Activity: Transcribe the entries that follow, every word as written, and drop the pictures.

(Dataset entries)
%%
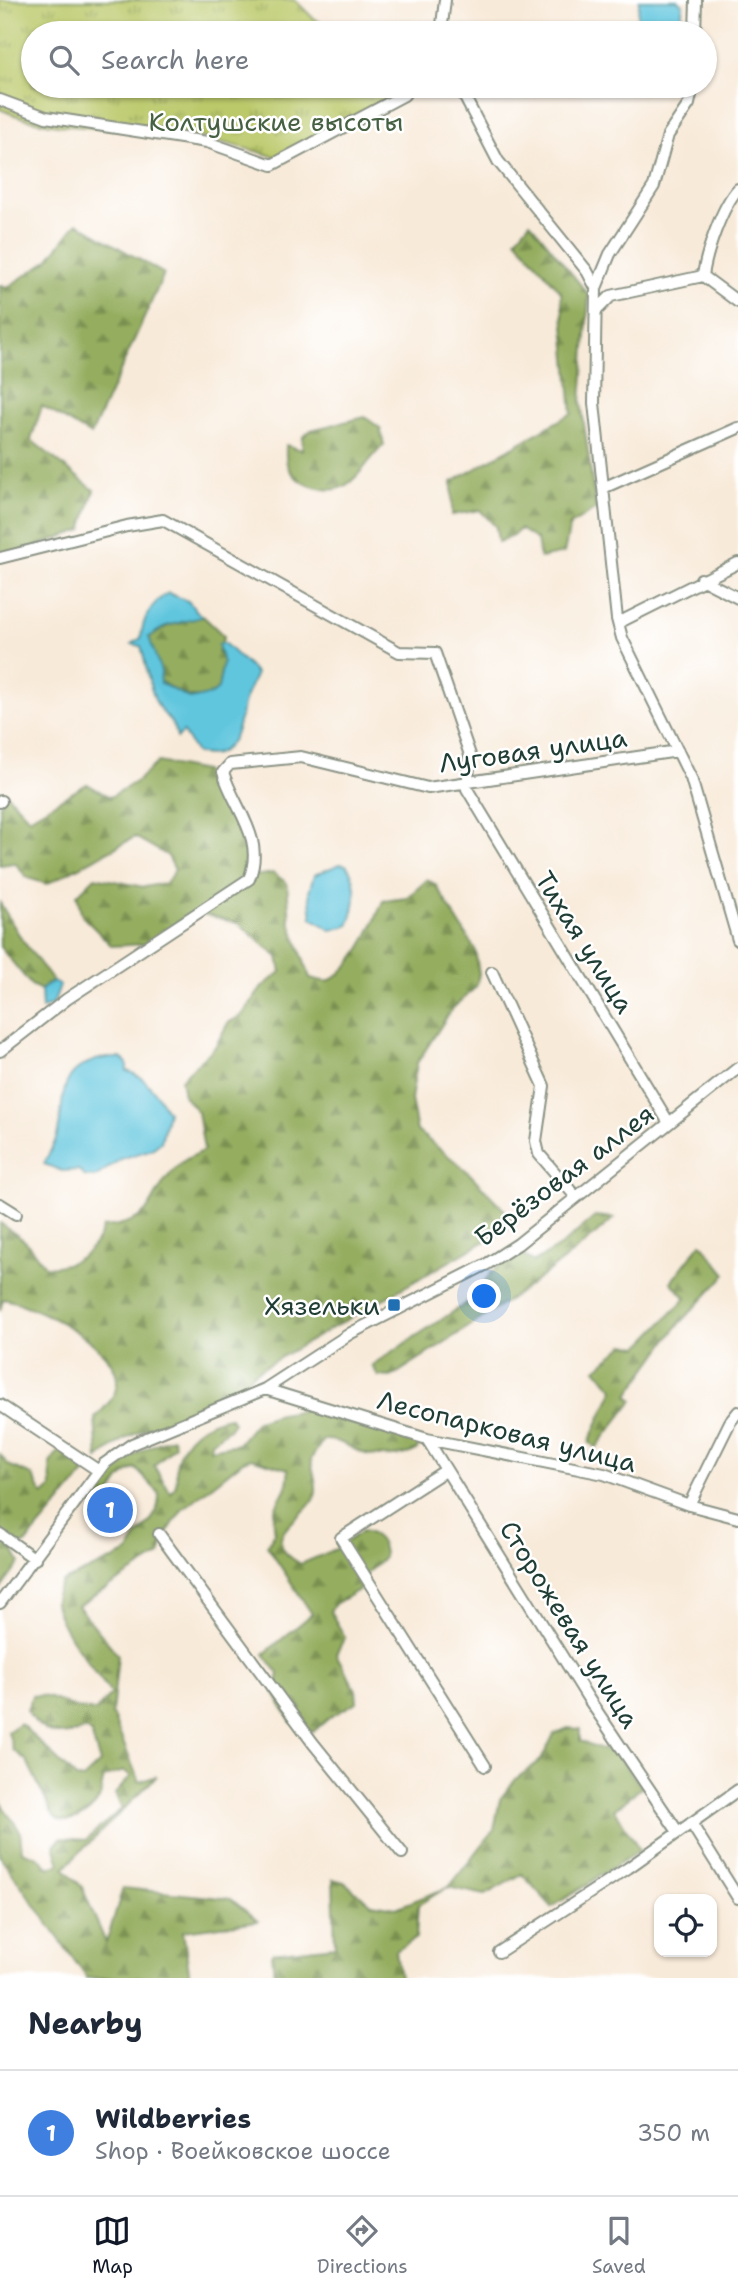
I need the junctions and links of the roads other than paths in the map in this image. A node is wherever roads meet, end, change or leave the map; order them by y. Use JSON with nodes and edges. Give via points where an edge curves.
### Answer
{"nodes":[{"id":1,"x":445,"y":0,"type":"edge"},
{"id":2,"x":696,"y":0,"type":"edge"},
{"id":3,"x":442,"y":21,"type":"edge"},
{"id":4,"x":695,"y":21,"type":"edge"},
{"id":5,"x":398,"y":98,"type":"edge"},
{"id":6,"x":465,"y":98,"type":"edge"},
{"id":7,"x":690,"y":98,"type":"edge"},
{"id":8,"x":0,"y":100,"type":"edge"},
{"id":9,"x":738,"y":189,"type":"edge"},
{"id":10,"x":702,"y":276,"type":"junction"},
{"id":11,"x":596,"y":288,"type":"junction"},
{"id":12,"x":611,"y":296,"type":"junction"},
{"id":13,"x":738,"y":302,"type":"edge"},
{"id":14,"x":596,"y":311,"type":"junction"},
{"id":15,"x":738,"y":428,"type":"edge"},
{"id":16,"x":603,"y":488,"type":"junction"},
{"id":17,"x":0,"y":558,"type":"edge"},
{"id":18,"x":738,"y":563,"type":"edge"},
{"id":19,"x":701,"y":579,"type":"junction"},
{"id":20,"x":738,"y":598,"type":"edge"},
{"id":21,"x":618,"y":623,"type":"junction"},
{"id":22,"x":678,"y":751,"type":"junction"},
{"id":23,"x":467,"y":783,"type":"junction"},
{"id":24,"x":738,"y":940,"type":"edge"},
{"id":25,"x":492,"y":972,"type":"dead end"},
{"id":26,"x":0,"y":1051,"type":"edge"},
{"id":27,"x":738,"y":1069,"type":"edge"},
{"id":28,"x":669,"y":1123,"type":"junction"},
{"id":29,"x":576,"y":1197,"type":"junction"},
{"id":30,"x":0,"y":1204,"type":"edge"},
{"id":31,"x":16,"y":1214,"type":"dead end"},
{"id":32,"x":265,"y":1390,"type":"junction"},
{"id":33,"x":0,"y":1405,"type":"edge"},
{"id":34,"x":738,"y":1412,"type":"edge"},
{"id":35,"x":427,"y":1439,"type":"junction"},
{"id":36,"x":446,"y":1470,"type":"junction"},
{"id":37,"x":99,"y":1471,"type":"junction"},
{"id":38,"x":689,"y":1505,"type":"junction"},
{"id":39,"x":738,"y":1518,"type":"edge"},
{"id":40,"x":0,"y":1534,"type":"edge"},
{"id":41,"x":159,"y":1534,"type":"dead end"},
{"id":42,"x":36,"y":1559,"type":"junction"},
{"id":43,"x":0,"y":1602,"type":"edge"},
{"id":44,"x":485,"y":1766,"type":"dead end"},
{"id":45,"x":738,"y":1790,"type":"edge"},
{"id":46,"x":691,"y":1823,"type":"junction"},
{"id":47,"x":678,"y":1832,"type":"junction"},
{"id":48,"x":402,"y":1853,"type":"dead end"},
{"id":49,"x":738,"y":1898,"type":"edge"},
{"id":50,"x":499,"y":1952,"type":"dead end"}],
"edges":[{"from":1,"to":3,"type":"street"},
{"from":2,"to":4,"type":"street"},
{"from":5,"to":8,"type":"street","via":[[272,164],[207,142],[46,117]]},
{"from":6,"to":11,"type":"street","via":[[498,161]]},
{"from":7,"to":11,"type":"street","via":[[668,135],[654,186],[610,254]]},
{"from":9,"to":10,"type":"street","via":[[722,215]]},
{"from":10,"to":12,"type":"street"},
{"from":10,"to":13,"type":"street"},
{"from":11,"to":12,"type":"street"},
{"from":11,"to":14,"type":"street"},
{"from":12,"to":14,"type":"street"},
{"from":14,"to":16,"type":"street","via":[[594,403]]},
{"from":15,"to":16,"type":"street"},
{"from":16,"to":21,"type":"street"},
{"from":17,"to":23,"type":"street","via":[[163,520],[399,652],[435,653],[470,755]]},
{"from":18,"to":19,"type":"street"},
{"from":19,"to":20,"type":"street"},
{"from":19,"to":21,"type":"street"},
{"from":21,"to":22,"type":"street"},
{"from":22,"to":23,"type":"street","name":"Луговая улица"},
{"from":22,"to":24,"type":"street","via":[[691,778]]},
{"from":23,"to":26,"type":"street","name":"Луговая улица","via":[[428,788],[301,757],[230,764],[223,772],[250,827],[254,850],[249,879],[19,1033]]},
{"from":23,"to":28,"type":"street","name":"Тихая улица","via":[[489,829]]},
{"from":25,"to":29,"type":"street","via":[[544,1086],[536,1142],[540,1154]]},
{"from":27,"to":28,"type":"street","name":"Берёзовая аллея"},
{"from":28,"to":29,"type":"street","name":"Берёзовая аллея"},
{"from":29,"to":32,"type":"street","name":"Берёзовая аллея","via":[[487,1264],[352,1334]]},
{"from":30,"to":31,"type":"street"},
{"from":32,"to":35,"type":"street","name":"Лесопарковая улица"},
{"from":32,"to":37,"type":"street","name":"Берёзовая аллея","via":[[132,1444]]},
{"from":33,"to":37,"type":"street"},
{"from":34,"to":38,"type":"street"},
{"from":35,"to":36,"type":"street","name":"Сторожевая улица"},
{"from":35,"to":38,"type":"street","name":"Лесопарковая улица","via":[[604,1474]]},
{"from":36,"to":44,"type":"street","via":[[341,1538]]},
{"from":36,"to":47,"type":"street","name":"Сторожевая улица"},
{"from":37,"to":42,"type":"street","name":"Берёзовая аллея"},
{"from":38,"to":39,"type":"street","name":"Лесопарковая улица"},
{"from":40,"to":42,"type":"street"},
{"from":41,"to":48,"type":"street","via":[[313,1743]]},
{"from":42,"to":43,"type":"street","name":"Берёзовая аллея"},
{"from":45,"to":46,"type":"street"},
{"from":46,"to":47,"type":"street"},
{"from":46,"to":49,"type":"street"},
{"from":47,"to":50,"type":"street"}]}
%%
Solution for this task:
I need the junctions and links of the roads other than paths in the map in this image. A node is wherever roads meet, end, change or leave the map; order them by y. Use JSON with nodes and edges. Give via points where an edge curves.
### Answer
{"nodes":[{"id":1,"x":445,"y":0,"type":"edge"},
{"id":2,"x":696,"y":0,"type":"edge"},
{"id":3,"x":442,"y":21,"type":"edge"},
{"id":4,"x":695,"y":21,"type":"edge"},
{"id":5,"x":398,"y":98,"type":"edge"},
{"id":6,"x":465,"y":98,"type":"edge"},
{"id":7,"x":690,"y":98,"type":"edge"},
{"id":8,"x":0,"y":100,"type":"edge"},
{"id":9,"x":738,"y":189,"type":"edge"},
{"id":10,"x":702,"y":276,"type":"junction"},
{"id":11,"x":596,"y":288,"type":"junction"},
{"id":12,"x":611,"y":296,"type":"junction"},
{"id":13,"x":738,"y":302,"type":"edge"},
{"id":14,"x":596,"y":311,"type":"junction"},
{"id":15,"x":738,"y":428,"type":"edge"},
{"id":16,"x":603,"y":488,"type":"junction"},
{"id":17,"x":0,"y":558,"type":"edge"},
{"id":18,"x":738,"y":563,"type":"edge"},
{"id":19,"x":701,"y":579,"type":"junction"},
{"id":20,"x":738,"y":598,"type":"edge"},
{"id":21,"x":618,"y":623,"type":"junction"},
{"id":22,"x":678,"y":751,"type":"junction"},
{"id":23,"x":467,"y":783,"type":"junction"},
{"id":24,"x":738,"y":940,"type":"edge"},
{"id":25,"x":492,"y":972,"type":"dead end"},
{"id":26,"x":0,"y":1051,"type":"edge"},
{"id":27,"x":738,"y":1069,"type":"edge"},
{"id":28,"x":669,"y":1123,"type":"junction"},
{"id":29,"x":576,"y":1197,"type":"junction"},
{"id":30,"x":0,"y":1204,"type":"edge"},
{"id":31,"x":16,"y":1214,"type":"dead end"},
{"id":32,"x":265,"y":1390,"type":"junction"},
{"id":33,"x":0,"y":1405,"type":"edge"},
{"id":34,"x":738,"y":1412,"type":"edge"},
{"id":35,"x":427,"y":1439,"type":"junction"},
{"id":36,"x":446,"y":1470,"type":"junction"},
{"id":37,"x":99,"y":1471,"type":"junction"},
{"id":38,"x":689,"y":1505,"type":"junction"},
{"id":39,"x":738,"y":1518,"type":"edge"},
{"id":40,"x":0,"y":1534,"type":"edge"},
{"id":41,"x":159,"y":1534,"type":"dead end"},
{"id":42,"x":36,"y":1559,"type":"junction"},
{"id":43,"x":0,"y":1602,"type":"edge"},
{"id":44,"x":485,"y":1766,"type":"dead end"},
{"id":45,"x":738,"y":1790,"type":"edge"},
{"id":46,"x":691,"y":1823,"type":"junction"},
{"id":47,"x":678,"y":1832,"type":"junction"},
{"id":48,"x":402,"y":1853,"type":"dead end"},
{"id":49,"x":738,"y":1898,"type":"edge"},
{"id":50,"x":499,"y":1952,"type":"dead end"}],
"edges":[{"from":1,"to":3,"type":"street"},
{"from":2,"to":4,"type":"street"},
{"from":5,"to":8,"type":"street","via":[[272,164],[207,142],[46,117]]},
{"from":6,"to":11,"type":"street","via":[[498,161]]},
{"from":7,"to":11,"type":"street","via":[[668,135],[654,186],[610,254]]},
{"from":9,"to":10,"type":"street","via":[[722,215]]},
{"from":10,"to":12,"type":"street"},
{"from":10,"to":13,"type":"street"},
{"from":11,"to":12,"type":"street"},
{"from":11,"to":14,"type":"street"},
{"from":12,"to":14,"type":"street"},
{"from":14,"to":16,"type":"street","via":[[594,403]]},
{"from":15,"to":16,"type":"street"},
{"from":16,"to":21,"type":"street"},
{"from":17,"to":23,"type":"street","via":[[163,520],[399,652],[435,653],[470,755]]},
{"from":18,"to":19,"type":"street"},
{"from":19,"to":20,"type":"street"},
{"from":19,"to":21,"type":"street"},
{"from":21,"to":22,"type":"street"},
{"from":22,"to":23,"type":"street","name":"Луговая улица"},
{"from":22,"to":24,"type":"street","via":[[691,778]]},
{"from":23,"to":26,"type":"street","name":"Луговая улица","via":[[428,788],[301,757],[230,764],[223,772],[250,827],[254,850],[249,879],[19,1033]]},
{"from":23,"to":28,"type":"street","name":"Тихая улица","via":[[489,829]]},
{"from":25,"to":29,"type":"street","via":[[544,1086],[536,1142],[540,1154]]},
{"from":27,"to":28,"type":"street","name":"Берёзовая аллея"},
{"from":28,"to":29,"type":"street","name":"Берёзовая аллея"},
{"from":29,"to":32,"type":"street","name":"Берёзовая аллея","via":[[487,1264],[352,1334]]},
{"from":30,"to":31,"type":"street"},
{"from":32,"to":35,"type":"street","name":"Лесопарковая улица"},
{"from":32,"to":37,"type":"street","name":"Берёзовая аллея","via":[[132,1444]]},
{"from":33,"to":37,"type":"street"},
{"from":34,"to":38,"type":"street"},
{"from":35,"to":36,"type":"street","name":"Сторожевая улица"},
{"from":35,"to":38,"type":"street","name":"Лесопарковая улица","via":[[604,1474]]},
{"from":36,"to":44,"type":"street","via":[[341,1538]]},
{"from":36,"to":47,"type":"street","name":"Сторожевая улица"},
{"from":37,"to":42,"type":"street","name":"Берёзовая аллея"},
{"from":38,"to":39,"type":"street","name":"Лесопарковая улица"},
{"from":40,"to":42,"type":"street"},
{"from":41,"to":48,"type":"street","via":[[313,1743]]},
{"from":42,"to":43,"type":"street","name":"Берёзовая аллея"},
{"from":45,"to":46,"type":"street"},
{"from":46,"to":47,"type":"street"},
{"from":46,"to":49,"type":"street"},
{"from":47,"to":50,"type":"street"}]}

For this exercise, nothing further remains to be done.